For this particular case, we'd need 3 new opcodes for
openat/openat2/accept, which is probably a worthwhile expenditure.

Pavel, what do you think? Switch to using a different opcode for the new
requests, and just grab some space in io_open and io_accept for the fd
and pass it in to install.

I do think that'd end up being less hackish and easier to grok for a
user.

--
Jens Axboe

2021-08-24 09:50:00

by Pavel Begunkov

[permalink] [raw]
Subject: Re: [PATCH v3 0/4] open/accept directly into io_uring fixed file table

On 8/23/21 8:40 PM, Jens Axboe wrote:
> On 8/23/21 1:13 PM, Josh Triplett wrote:
>> On Sat, Aug 21, 2021 at 08:18:12PM -0600, Jens Axboe wrote:
>>> On 8/21/21 9:52 AM, Pavel Begunkov wrote:
>>>> Add an optional feature to open/accept directly into io_uring's fixed
>>>> file table bypassing the normal file table. Same behaviour if as the
>>>> snippet below, but in one operation:
>>>>
>>>> sqe = prep_[open,accept](...);
>>>> cqe = submit_and_wait(sqe);
>>>> io_uring_register_files_update(uring_idx, (fd = cqe->res));
>>>> close((fd = cqe->res));
>>>>
>>>> The idea in pretty old, and was brough up and implemented a year ago
>>>> by Josh Triplett, though haven't sought the light for some reasons.
>>>>
>>>> The behaviour is controlled by setting sqe->file_index, where 0 implies
>>>> the old behaviour. If non-zero value is specified, then it will behave
>>>> as described and place the file into a fixed file slot
>>>> sqe->file_index - 1. A file table should be already created, the slot
>>>> should be valid and empty, otherwise the operation will fail.
>>>>
>>>> we can't use IOSQE_FIXED_FILE to switch between modes, because accept
>>>> takes a file, and it already uses the flag with a different meaning.
>>>>
>>>> since RFC:
>>>> - added attribution
>>>> - updated descriptions
>>>> - rebased
>>>>
>>>> since v1:
>>>> - EBADF if slot is already used (Josh Triplett)
>>>> - alias index with splice_fd_in (Josh Triplett)
>>>> - fix a bound check bug
>>>
>>> With the prep series, this looks good to me now. Josh, what do you
>>> think?
>>
>> I would still like to see this using a union with the `nofile` field in
>> io_open and io_accept, rather than overloading the 16-bit buf_index
>> field. That would avoid truncating to 16 bits, and make less work for
>> expansion to more than 16 bits of fixed file indexes.
>>
>> (I'd also like that to actually use a union, rather than overloading the
>> meaning of buf_index/nofile.)
>
> Agree, and in fact there's room in the open and accept command parts, so
> we can just make it a separate entry there instead of using ->buf_index.
> Then just pass in the index to io_install_fixed_file() instead of having
> it pull it from req->buf_index.

That's internal details, can be expanded at wish in the future, if we'd
ever need larger tables. ->buf_index already holds indexes to different
resources just fine.

Aliasing with nofile would rather be ugly, so the only option, as you
mentioned, is to grab some space from open/accept structs, but don't see
why we'd want it when there is a more convenient alternative.

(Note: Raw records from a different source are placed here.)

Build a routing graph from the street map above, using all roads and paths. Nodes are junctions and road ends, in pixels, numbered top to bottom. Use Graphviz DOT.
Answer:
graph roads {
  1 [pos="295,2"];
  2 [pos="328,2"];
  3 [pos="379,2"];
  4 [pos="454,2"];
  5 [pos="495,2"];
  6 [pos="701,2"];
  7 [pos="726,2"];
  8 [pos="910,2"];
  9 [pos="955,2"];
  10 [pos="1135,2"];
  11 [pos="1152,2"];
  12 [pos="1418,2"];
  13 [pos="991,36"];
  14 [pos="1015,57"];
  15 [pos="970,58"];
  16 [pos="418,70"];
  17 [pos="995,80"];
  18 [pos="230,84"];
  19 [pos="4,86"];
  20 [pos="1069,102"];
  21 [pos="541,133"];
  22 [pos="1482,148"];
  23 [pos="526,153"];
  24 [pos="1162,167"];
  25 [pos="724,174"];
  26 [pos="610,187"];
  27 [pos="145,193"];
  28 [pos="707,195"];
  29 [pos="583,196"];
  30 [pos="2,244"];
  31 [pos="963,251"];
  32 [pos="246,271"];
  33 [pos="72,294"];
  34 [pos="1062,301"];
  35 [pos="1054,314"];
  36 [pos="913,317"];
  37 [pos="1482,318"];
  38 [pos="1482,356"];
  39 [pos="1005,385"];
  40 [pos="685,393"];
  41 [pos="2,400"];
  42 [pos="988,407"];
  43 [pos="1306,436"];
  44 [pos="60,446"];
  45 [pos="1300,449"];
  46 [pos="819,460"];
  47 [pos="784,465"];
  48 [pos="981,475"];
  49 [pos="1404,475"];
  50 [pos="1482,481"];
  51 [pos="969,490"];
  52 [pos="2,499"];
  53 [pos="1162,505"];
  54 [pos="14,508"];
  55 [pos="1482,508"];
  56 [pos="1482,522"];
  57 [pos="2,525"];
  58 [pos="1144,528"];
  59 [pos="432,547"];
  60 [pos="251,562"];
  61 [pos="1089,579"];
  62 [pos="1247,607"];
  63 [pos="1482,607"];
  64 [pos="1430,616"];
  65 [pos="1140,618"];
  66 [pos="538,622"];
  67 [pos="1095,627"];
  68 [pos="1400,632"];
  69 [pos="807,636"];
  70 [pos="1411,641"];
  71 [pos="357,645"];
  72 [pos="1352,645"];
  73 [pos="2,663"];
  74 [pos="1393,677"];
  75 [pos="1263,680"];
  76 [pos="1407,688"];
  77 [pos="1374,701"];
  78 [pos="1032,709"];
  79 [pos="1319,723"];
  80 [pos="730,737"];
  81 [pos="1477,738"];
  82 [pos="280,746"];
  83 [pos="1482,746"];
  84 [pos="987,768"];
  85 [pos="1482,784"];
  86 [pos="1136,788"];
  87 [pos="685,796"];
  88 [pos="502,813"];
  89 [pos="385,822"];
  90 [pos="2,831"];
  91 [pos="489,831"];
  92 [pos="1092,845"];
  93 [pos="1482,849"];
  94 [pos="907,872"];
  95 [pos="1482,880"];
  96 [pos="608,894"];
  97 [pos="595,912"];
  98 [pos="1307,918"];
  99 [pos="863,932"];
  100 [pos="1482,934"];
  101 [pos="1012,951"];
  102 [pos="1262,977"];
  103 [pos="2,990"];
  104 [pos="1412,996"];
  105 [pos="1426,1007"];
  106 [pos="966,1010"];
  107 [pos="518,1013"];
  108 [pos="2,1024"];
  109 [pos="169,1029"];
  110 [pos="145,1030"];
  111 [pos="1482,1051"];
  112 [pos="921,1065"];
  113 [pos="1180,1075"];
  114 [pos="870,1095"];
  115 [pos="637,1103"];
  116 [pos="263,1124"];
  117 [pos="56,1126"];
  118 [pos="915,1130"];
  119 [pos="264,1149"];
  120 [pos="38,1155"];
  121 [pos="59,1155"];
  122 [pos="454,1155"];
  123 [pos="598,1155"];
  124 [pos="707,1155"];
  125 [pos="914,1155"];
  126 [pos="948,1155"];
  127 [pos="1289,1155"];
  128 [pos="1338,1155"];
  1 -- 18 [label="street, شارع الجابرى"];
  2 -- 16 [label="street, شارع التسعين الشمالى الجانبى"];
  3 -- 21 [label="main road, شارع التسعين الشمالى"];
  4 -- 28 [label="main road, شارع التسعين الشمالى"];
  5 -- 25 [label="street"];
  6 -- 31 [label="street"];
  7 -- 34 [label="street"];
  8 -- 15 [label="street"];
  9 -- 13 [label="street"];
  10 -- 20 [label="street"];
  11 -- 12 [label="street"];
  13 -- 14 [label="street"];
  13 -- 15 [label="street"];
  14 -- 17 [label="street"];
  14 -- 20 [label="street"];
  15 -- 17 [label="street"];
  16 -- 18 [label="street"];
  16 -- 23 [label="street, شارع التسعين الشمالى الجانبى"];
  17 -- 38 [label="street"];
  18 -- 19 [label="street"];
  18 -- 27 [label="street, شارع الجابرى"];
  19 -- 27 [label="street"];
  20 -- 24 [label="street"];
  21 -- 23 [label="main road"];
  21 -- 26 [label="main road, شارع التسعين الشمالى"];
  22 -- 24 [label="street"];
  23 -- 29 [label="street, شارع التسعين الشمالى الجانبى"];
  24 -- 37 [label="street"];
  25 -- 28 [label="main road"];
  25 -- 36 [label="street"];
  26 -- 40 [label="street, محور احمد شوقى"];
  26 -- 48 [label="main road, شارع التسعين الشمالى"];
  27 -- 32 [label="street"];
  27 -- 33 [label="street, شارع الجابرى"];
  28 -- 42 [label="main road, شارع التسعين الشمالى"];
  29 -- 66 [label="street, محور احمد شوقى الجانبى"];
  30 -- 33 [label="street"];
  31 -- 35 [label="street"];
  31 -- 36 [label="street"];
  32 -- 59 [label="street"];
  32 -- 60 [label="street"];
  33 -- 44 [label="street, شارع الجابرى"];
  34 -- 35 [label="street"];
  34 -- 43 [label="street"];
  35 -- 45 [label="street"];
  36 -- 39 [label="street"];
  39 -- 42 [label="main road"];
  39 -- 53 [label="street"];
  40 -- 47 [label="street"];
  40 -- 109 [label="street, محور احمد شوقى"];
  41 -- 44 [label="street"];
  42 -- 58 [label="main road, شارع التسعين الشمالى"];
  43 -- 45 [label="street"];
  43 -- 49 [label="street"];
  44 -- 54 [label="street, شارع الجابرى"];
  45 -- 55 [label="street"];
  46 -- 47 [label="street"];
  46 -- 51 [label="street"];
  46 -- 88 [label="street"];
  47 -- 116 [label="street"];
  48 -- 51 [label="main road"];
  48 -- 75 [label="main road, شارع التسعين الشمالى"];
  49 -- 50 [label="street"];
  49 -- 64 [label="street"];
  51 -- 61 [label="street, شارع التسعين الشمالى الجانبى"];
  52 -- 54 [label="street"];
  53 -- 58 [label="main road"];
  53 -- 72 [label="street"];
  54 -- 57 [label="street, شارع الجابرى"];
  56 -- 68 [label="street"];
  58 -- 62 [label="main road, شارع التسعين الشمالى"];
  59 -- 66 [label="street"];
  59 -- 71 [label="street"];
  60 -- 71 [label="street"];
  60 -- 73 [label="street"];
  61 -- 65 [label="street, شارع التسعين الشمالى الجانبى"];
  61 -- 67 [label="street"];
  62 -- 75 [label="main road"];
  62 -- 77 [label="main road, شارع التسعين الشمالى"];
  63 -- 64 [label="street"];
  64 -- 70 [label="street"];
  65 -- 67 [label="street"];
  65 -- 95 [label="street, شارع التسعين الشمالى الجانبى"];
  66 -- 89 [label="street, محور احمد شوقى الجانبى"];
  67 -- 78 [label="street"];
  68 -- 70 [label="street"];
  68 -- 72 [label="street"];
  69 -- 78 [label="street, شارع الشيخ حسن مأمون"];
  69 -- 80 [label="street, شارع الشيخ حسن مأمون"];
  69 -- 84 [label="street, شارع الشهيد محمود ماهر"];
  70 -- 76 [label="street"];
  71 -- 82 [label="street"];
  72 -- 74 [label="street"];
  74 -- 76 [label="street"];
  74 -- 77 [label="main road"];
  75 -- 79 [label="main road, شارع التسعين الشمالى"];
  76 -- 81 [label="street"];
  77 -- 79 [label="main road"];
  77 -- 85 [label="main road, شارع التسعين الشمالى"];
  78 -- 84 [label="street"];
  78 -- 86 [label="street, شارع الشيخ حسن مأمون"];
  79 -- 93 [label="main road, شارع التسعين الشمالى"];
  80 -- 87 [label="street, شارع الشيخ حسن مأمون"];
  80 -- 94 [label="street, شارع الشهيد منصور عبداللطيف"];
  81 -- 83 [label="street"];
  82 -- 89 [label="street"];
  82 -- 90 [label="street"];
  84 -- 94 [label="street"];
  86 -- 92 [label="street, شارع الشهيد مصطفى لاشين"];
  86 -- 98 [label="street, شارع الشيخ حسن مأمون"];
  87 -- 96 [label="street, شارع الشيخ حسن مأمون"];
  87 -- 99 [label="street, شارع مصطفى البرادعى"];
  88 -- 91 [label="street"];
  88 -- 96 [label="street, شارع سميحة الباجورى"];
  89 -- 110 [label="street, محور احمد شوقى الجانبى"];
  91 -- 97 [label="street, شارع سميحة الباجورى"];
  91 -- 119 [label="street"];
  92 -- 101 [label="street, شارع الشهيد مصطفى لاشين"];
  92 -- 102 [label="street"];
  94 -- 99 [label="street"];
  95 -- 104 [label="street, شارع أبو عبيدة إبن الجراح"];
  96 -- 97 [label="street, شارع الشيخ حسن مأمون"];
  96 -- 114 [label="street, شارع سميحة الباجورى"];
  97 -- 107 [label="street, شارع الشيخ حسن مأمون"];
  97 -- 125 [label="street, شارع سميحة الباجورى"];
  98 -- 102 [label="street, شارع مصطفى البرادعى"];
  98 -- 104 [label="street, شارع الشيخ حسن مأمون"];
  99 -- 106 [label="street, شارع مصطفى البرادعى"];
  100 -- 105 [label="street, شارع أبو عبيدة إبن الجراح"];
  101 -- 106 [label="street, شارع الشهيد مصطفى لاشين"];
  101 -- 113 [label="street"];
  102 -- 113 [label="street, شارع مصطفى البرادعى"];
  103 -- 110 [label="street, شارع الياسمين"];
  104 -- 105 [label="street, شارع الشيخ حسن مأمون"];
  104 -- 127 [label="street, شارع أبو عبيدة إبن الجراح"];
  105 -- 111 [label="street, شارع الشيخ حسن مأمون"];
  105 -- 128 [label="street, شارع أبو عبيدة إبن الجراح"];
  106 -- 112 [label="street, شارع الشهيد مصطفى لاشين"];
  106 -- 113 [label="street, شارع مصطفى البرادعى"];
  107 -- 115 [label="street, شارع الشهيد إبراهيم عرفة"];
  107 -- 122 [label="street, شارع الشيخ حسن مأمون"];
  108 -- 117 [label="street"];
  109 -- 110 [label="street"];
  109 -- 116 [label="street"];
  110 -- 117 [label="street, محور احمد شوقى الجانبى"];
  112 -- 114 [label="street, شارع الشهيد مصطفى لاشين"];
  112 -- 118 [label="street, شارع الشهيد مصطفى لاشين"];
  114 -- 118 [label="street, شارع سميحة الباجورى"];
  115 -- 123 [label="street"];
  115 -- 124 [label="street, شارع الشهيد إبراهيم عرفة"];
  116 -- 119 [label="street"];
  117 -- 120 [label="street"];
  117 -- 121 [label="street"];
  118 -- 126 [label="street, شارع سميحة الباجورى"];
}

>> I personally still feel that using non-zero to signify index-plus-one is
>> both error-prone and not as future-compatible. I think we could do
>> better with no additional overhead. But I think the final call on that
>> interface is up to you, Jens. Do you think it'd be worth spending a flag
>> bit or using a different opcode, to get a cleaner interface? If you
>> don't, then I'd be fine with seeing this go in with just the io_open and
>> io_accept change.
>
> I'd be inclined to go the extra opcode route instead, as the flag only
> really would make sense to requests that instantiate file descriptors.
> For this particular case, we'd need 3 new opcodes for
> openat/openat2/accept, which is probably a worthwhile expenditure.
>
> Pavel, what do you think? Switch to using a different opcode for the new
> requests, and just grab some space in io_open and io_accept for the fd
> and pass it in to install.

I don't get it, why it's even called hackish? How that's anyhow better?
To me the feature looks like a natural extension to the operations, just
like a read can be tuned with flags, so and creating new opcodes seems
a bit ugly, unnecessary taking space from opcodes and adding duplication
(even if both versions call the same handler).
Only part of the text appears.